Frequency Count Method
  1. For loop condition will execute `(n + 1)` times.
  2. All statements inside For loop will execute n times.
  3. Statements inside two for loop will execute `n(n + 1)` times.
  4. nested For loop will execute `n xx (n + 1)` times.
  5. Function of time f(n) is calculated as summation of iterations for all loops and statements.
  6. O(n) will be the highest degree of f(n).
  7. Space complexity for a variable is 1 (eg. i ,j,k) , array is n (eg. a[10])and 2-d matrix array is `n^2` (eg. a[2][2])
  8. Space function S(n) is sum of all variable , array , matrix.
  9. For loops with iteration (i = i + 2) will execute half times so f(n) = `n/2` but still O(n) = n.
  10. If For loop 1 executes i (`0->n`) and nested for loop 2 executes when j`(j<i)` then statement inside loop 2 will execute `0+1+2+3+.....+n = (n(n+1))/2 times and O(n) = n^2`.
  11. If for loop condition is checked by (p < n) where p = i + 1 then total iteration will not be n .At last iterations p = 1+ 2+.....+k .So we can write value of p as, `(k(k+1)/2)`  > n implies ` k^2 > n` So, k = `root(2)n` .Hence time complexity will be O(n) =` root(2)n`.
  12. When `i = i xx 2` then `i =1 -> 2^1,2^2,2^3,.....,2^k` . last iteration `2^k > n => k > logn` base 2 and O(n) = `log(n)` 1.5.2 Time Complexity Example #2
  13. General solution to find O(n) is first find the value of i at last iteration . Equate it to condition value n . Then find the total no. of iteration in terms of n .
  14. For Loop and While loop time complexity is same. do-while will execute one extra time.
  15. If loop execution is not straight forward then study each execution to get the time complexity.
Types of Time Function
  1. F(n) = 1,2,3, 5000 etc time complexity is O(1) or constant.
  2. F(n) = log(n) time complexity is O(logn) or logarithmic
  3. F(n) = n , 2n , 3n +5 time complexity is O(n) or Linear.
  4. F(n) = `n^2`,`n^2 + 4`,`n^2 +n` time complexity is O(`n^2`) or Quadratic.
  5. F(n) = `n^3`,`n^3 +n`,`n^3 +n^2` time complexity is O(`n^3`) or Cubic.
  6. F(n) = `2^n`,`3^n`,`n^n` time complexity is O(`2^n`),O(`3^n`) O(`n^n`) or Exponential.
Increasing order of time complexity ,

`1 < log(n) < root(2)n < n < n^2 < n^3 < ....<  2^n < 3^n < ....<  n^n`

Big-Oh : (Upper bound)

`f(n) = O(g(n)) ` if and only if for each positive constant c , m = 0,1,2..... , such that `f(n) <= cg(n)` where n >=m.

Omega : (Lower bound)

`f(n) = Omega(g(n)) ` if and only if for each positive constant c , m = 0,1,2..... , such that `f(n) >= cg(n)` where n >=m.

Theta : (Average bound)

`f(n) = Theta(g(n)) ` if and only if for each positive constant c1 ,c2 , m = 0,1,2..... , such that `c1 * g(n) <= f(n) <= c2 * g(n)` where n >=m.
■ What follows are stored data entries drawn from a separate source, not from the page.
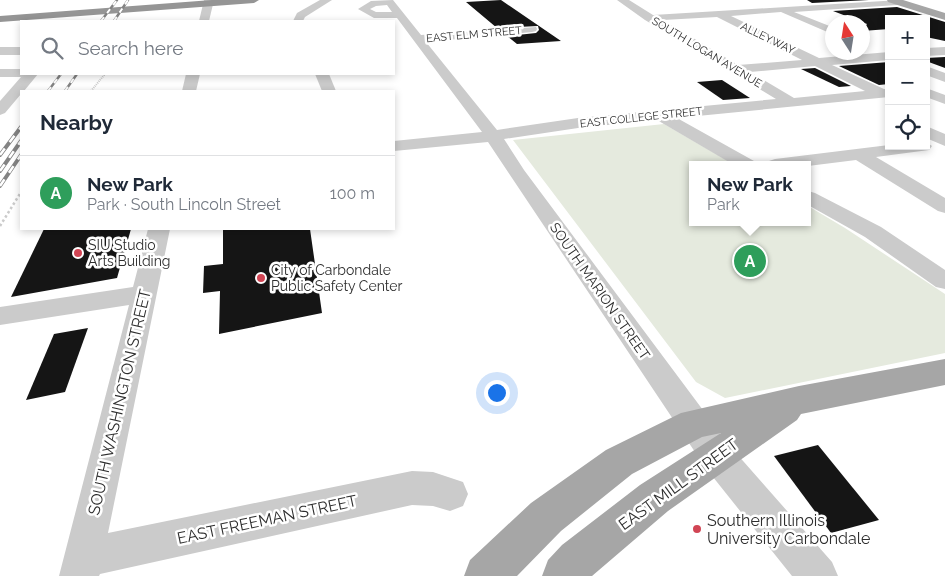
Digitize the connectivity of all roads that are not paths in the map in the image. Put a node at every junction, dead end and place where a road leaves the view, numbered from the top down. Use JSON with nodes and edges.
{"nodes":[{"id":1,"x":254,"y":0,"type":"edge"},
{"id":2,"x":327,"y":0,"type":"edge"},
{"id":3,"x":622,"y":0,"type":"edge"},
{"id":4,"x":759,"y":0,"type":"edge"},
{"id":5,"x":388,"y":1,"type":"edge"},
{"id":6,"x":894,"y":1,"type":"edge"},
{"id":7,"x":208,"y":2,"type":"edge"},
{"id":8,"x":26,"y":6,"type":"dead end"},
{"id":9,"x":781,"y":10,"type":"junction"},
{"id":10,"x":719,"y":14,"type":"junction"},
{"id":11,"x":945,"y":17,"type":"edge"},
{"id":12,"x":649,"y":18,"type":"junction"},
{"id":13,"x":5,"y":19,"type":"edge"},
{"id":14,"x":398,"y":19,"type":"edge"},
{"id":15,"x":204,"y":20,"type":"edge"},
{"id":16,"x":299,"y":20,"type":"edge"},
{"id":17,"x":0,"y":28,"type":"edge"},
{"id":18,"x":825,"y":28,"type":"edge"},
{"id":19,"x":532,"y":30,"type":"dead end"},
{"id":20,"x":417,"y":39,"type":"junction"},
{"id":21,"x":870,"y":47,"type":"edge"},
{"id":22,"x":945,"y":50,"type":"edge"},
{"id":23,"x":0,"y":51,"type":"edge"},
{"id":24,"x":20,"y":51,"type":"edge"},
{"id":25,"x":930,"y":52,"type":"edge"},
{"id":26,"x":885,"y":53,"type":"edge"},
{"id":27,"x":885,"y":55,"type":"edge"},
{"id":28,"x":817,"y":62,"type":"junction"},
{"id":29,"x":736,"y":69,"type":"junction"},
{"id":30,"x":930,"y":72,"type":"edge"},
{"id":31,"x":11,"y":73,"type":"edge"},
{"id":32,"x":30,"y":75,"type":"edge"},
{"id":33,"x":193,"y":75,"type":"edge"},
{"id":34,"x":322,"y":75,"type":"edge"},
{"id":35,"x":945,"y":78,"type":"edge"},
{"id":36,"x":0,"y":84,"type":"edge"},
{"id":37,"x":945,"y":88,"type":"edge"},
{"id":38,"x":189,"y":90,"type":"edge"},
{"id":39,"x":328,"y":90,"type":"edge"},
{"id":40,"x":930,"y":90,"type":"edge"},
{"id":41,"x":930,"y":93,"type":"edge"},
{"id":42,"x":884,"y":98,"type":"edge"},
{"id":43,"x":945,"y":100,"type":"edge"},
{"id":44,"x":792,"y":102,"type":"junction"},
{"id":45,"x":0,"y":110,"type":"edge"},
{"id":46,"x":660,"y":114,"type":"junction"},
{"id":47,"x":930,"y":134,"type":"edge"},
{"id":48,"x":493,"y":136,"type":"junction"},
{"id":49,"x":945,"y":143,"type":"edge"},
{"id":50,"x":930,"y":145,"type":"edge"},
{"id":51,"x":395,"y":146,"type":"edge"},
{"id":52,"x":896,"y":150,"type":"edge"},
{"id":53,"x":860,"y":155,"type":"junction"},
{"id":54,"x":741,"y":161,"type":"edge"},
{"id":55,"x":809,"y":161,"type":"edge"},
{"id":56,"x":811,"y":200,"type":"edge"},
{"id":57,"x":945,"y":207,"type":"edge"},
{"id":58,"x":159,"y":230,"type":"edge"},
{"id":59,"x":945,"y":281,"type":"edge"},
{"id":60,"x":143,"y":294,"type":"junction"},
{"id":61,"x":0,"y":316,"type":"edge"},
{"id":62,"x":945,"y":372,"type":"edge"},
{"id":63,"x":799,"y":400,"type":"junction"},
{"id":64,"x":694,"y":424,"type":"junction"},
{"id":65,"x":717,"y":456,"type":"junction"},
{"id":66,"x":450,"y":494,"type":"dead end"},
{"id":67,"x":81,"y":567,"type":"edge"},
{"id":68,"x":486,"y":576,"type":"edge"},
{"id":69,"x":564,"y":576,"type":"edge"},
{"id":70,"x":818,"y":576,"type":"edge"}],
"edges":[{"from":1,"to":7,"type":"highway"},
{"from":2,"to":16,"type":"street"},
{"from":3,"to":12,"type":"street","name":"SOUTH LOGAN AVENUE"},
{"from":4,"to":9,"type":"street"},
{"from":5,"to":14,"type":"street","name":"SOUTH MARION STREET"},
{"from":5,"to":14,"type":"street"},
{"from":6,"to":9,"type":"street"},
{"from":6,"to":11,"type":"main road"},
{"from":7,"to":13,"type":"highway"},
{"from":7,"to":15,"type":"street"},
{"from":8,"to":13,"type":"highway"},
{"from":9,"to":10,"type":"street"},
{"from":9,"to":18,"type":"street"},
{"from":10,"to":12,"type":"street"},
{"from":10,"to":28,"type":"street","name":"ALLEYWAY"},
{"from":12,"to":29,"type":"street","name":"SOUTH LOGAN AVENUE"},
{"from":13,"to":17,"type":"highway"},
{"from":14,"to":20,"type":"street","name":"SOUTH MARION STREET"},
{"from":19,"to":20,"type":"street","name":"EAST ELM STREET"},
{"from":20,"to":48,"type":"street","name":"SOUTH MARION STREET"},
{"from":21,"to":26,"type":"street"},
{"from":22,"to":25,"type":"street"},
{"from":23,"to":24,"type":"street"},
{"from":27,"to":28,"type":"street","name":"ALLEYWAY"},
{"from":28,"to":29,"type":"street","name":"ALLEYWAY"},
{"from":28,"to":42,"type":"street","name":"ALLEYWAY"},
{"from":29,"to":44,"type":"street","name":"SOUTH LOGAN AVENUE"},
{"from":30,"to":35,"type":"street"},
{"from":31,"to":36,"type":"street"},
{"from":32,"to":45,"type":"street"},
{"from":33,"to":38,"type":"street"},
{"from":34,"to":39,"type":"street"},
{"from":37,"to":40,"type":"street"},
{"from":41,"to":43,"type":"street"},
{"from":42,"to":44,"type":"street","name":"EAST COLLEGE STREET"},
{"from":44,"to":46,"type":"street","name":"EAST COLLEGE STREET"},
{"from":46,"to":48,"type":"street","name":"EAST COLLEGE STREET"},
{"from":46,"to":54,"type":"street"},
{"from":47,"to":49,"type":"street"},
{"from":48,"to":51,"type":"street","name":"EAST COLLEGE STREET"},
{"from":48,"to":64,"type":"street","name":"SOUTH MARION STREET"},
{"from":49,"to":50,"type":"street"},
{"from":52,"to":53,"type":"street"},
{"from":53,"to":55,"type":"street"},
{"from":53,"to":57,"type":"street"},
{"from":56,"to":59,"type":"street"},
{"from":58,"to":60,"type":"street","name":"SOUTH WASHINGTON STREET"},
{"from":60,"to":61,"type":"street"},
{"from":60,"to":67,"type":"street","name":"SOUTH WASHINGTON STREET"},
{"from":62,"to":63,"type":"main road","name":"EAST MILL STREET"},
{"from":63,"to":64,"type":"main road","name":"EAST MILL STREET"},
{"from":63,"to":65,"type":"main road","name":"EAST MILL STREET"},
{"from":64,"to":65,"type":"street","name":"SOUTH MARION STREET"},
{"from":64,"to":68,"type":"main road","name":"EAST MILL STREET"},
{"from":65,"to":69,"type":"main road","name":"EAST MILL STREET"},
{"from":65,"to":70,"type":"street","name":"SOUTH MARION STREET"},
{"from":66,"to":67,"type":"street","name":"EAST FREEMAN STREET"}]}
Note : Both side g(n) is same function and constant c1 and c2 are multiplied to get upper and lower bound.

For `n!` we can not find average bound `theta()` only upper bound O(`n^n`) and lower bound `Omega(1)`.Examples .

Properties of Asymptotic Notation :
  1. General Property : if f(n) is O(g(n)) ,`Omega(g(n))` and `Theta(g(n))` then `a * f(n)` is  also O(g(n)) ,`Omega(g(n))` and `Theta(g(n))` where a is constant.
  2. Reflexive : f(n) is O(f(n)) and also true for `Omega`
  3. Transitive : If f(n) is O(g(n)) and g(n) is O(h(n)) then f(n) is O(h(n)). And also true for `Omega and Theta`
  4. Symmetric : If f(n) is `Theta(g(n))` then g(n) is `Theta(f(n))`.  f(n) = g(n) = `n^2`
  5. Transpose :if f(n) = O(g(n)) then g(n) = `Omega(f(n)).
  6. Big-oh of Addition of function (f(n) + d(n)) will highest upper bound of O(g(n)) and O(h(n)) .
  7. Big-oh of Multiplication of function (f(n) x d(n)) will be O(g(n) x h(n)).
Comparison of Function :
  1. Substitute values and check.
  2. Apply log on both sides (after log whichever is greater that is upper bound)
  3.  If a function is greater after a certain value that function is greater then the other.
Best Worst and Average Case Analysis :

Disjoint Sets :

Two sets S1 and S2 represents vertices of two different graph, if `S1 cap S2 = phi`, then they are disjoint.
Operation on Disjoint set :

  1. Find (Finding out which set the point belongs to or member of)
  2. Union (connecting two vertices of different sets)

Detecting a cycle :

  1. Number all the edges,
  2. For a edge join them and make a set and repeat it.for all edges,
  3. If vertices of edge are in different sets Union them.
  4. If vertices of edge belongs same set , we detect a cycle . don't join them.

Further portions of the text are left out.